The word "shape" occurs in some lines of the listing. Copy those lines.

## Record extracts

════

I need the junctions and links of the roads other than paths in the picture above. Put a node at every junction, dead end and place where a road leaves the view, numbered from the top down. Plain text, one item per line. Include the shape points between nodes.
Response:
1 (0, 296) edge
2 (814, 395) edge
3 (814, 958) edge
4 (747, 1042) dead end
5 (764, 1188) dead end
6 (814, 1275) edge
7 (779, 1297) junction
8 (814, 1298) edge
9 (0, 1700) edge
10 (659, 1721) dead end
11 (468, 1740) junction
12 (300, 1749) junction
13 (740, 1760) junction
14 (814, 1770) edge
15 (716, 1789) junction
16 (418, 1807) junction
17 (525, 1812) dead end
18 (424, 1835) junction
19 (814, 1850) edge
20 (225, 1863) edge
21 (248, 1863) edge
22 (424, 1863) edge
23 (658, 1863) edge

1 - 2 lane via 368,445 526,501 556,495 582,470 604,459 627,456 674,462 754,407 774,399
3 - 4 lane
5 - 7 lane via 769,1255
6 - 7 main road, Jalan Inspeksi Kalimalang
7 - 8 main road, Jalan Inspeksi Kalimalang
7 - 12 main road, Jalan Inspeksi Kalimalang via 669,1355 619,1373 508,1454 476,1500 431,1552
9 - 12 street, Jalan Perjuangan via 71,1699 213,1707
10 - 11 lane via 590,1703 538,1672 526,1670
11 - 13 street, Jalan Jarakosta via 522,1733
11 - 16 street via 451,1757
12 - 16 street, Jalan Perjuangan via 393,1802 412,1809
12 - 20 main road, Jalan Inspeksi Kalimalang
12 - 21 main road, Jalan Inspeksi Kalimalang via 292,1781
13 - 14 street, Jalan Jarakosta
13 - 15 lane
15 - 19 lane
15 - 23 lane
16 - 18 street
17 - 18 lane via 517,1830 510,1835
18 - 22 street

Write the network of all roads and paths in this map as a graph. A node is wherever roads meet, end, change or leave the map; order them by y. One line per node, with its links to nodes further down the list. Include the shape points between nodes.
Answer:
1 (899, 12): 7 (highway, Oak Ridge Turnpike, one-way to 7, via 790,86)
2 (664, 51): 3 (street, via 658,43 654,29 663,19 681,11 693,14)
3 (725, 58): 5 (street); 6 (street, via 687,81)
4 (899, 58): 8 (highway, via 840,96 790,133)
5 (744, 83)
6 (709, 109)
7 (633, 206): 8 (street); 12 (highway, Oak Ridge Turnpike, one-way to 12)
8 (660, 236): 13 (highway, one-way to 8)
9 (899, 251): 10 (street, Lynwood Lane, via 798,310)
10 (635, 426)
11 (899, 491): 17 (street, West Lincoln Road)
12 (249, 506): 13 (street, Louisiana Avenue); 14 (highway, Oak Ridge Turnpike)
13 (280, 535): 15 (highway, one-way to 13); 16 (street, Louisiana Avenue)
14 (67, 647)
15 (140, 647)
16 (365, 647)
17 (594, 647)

════

## Result below
I need the junctions and links of the roads other than paths in the picture above. Put a node at every junction, dead end and place where a road leaves the view, numbered from the top down. Plain text, one item per line. Include the shape points between nodes.
Write the network of all roads and paths in this map as a graph. A node is wherever roads meet, end, change or leave the map; order them by y. One line per node, with its links to nodes further down the list. Include the shape points between nodes.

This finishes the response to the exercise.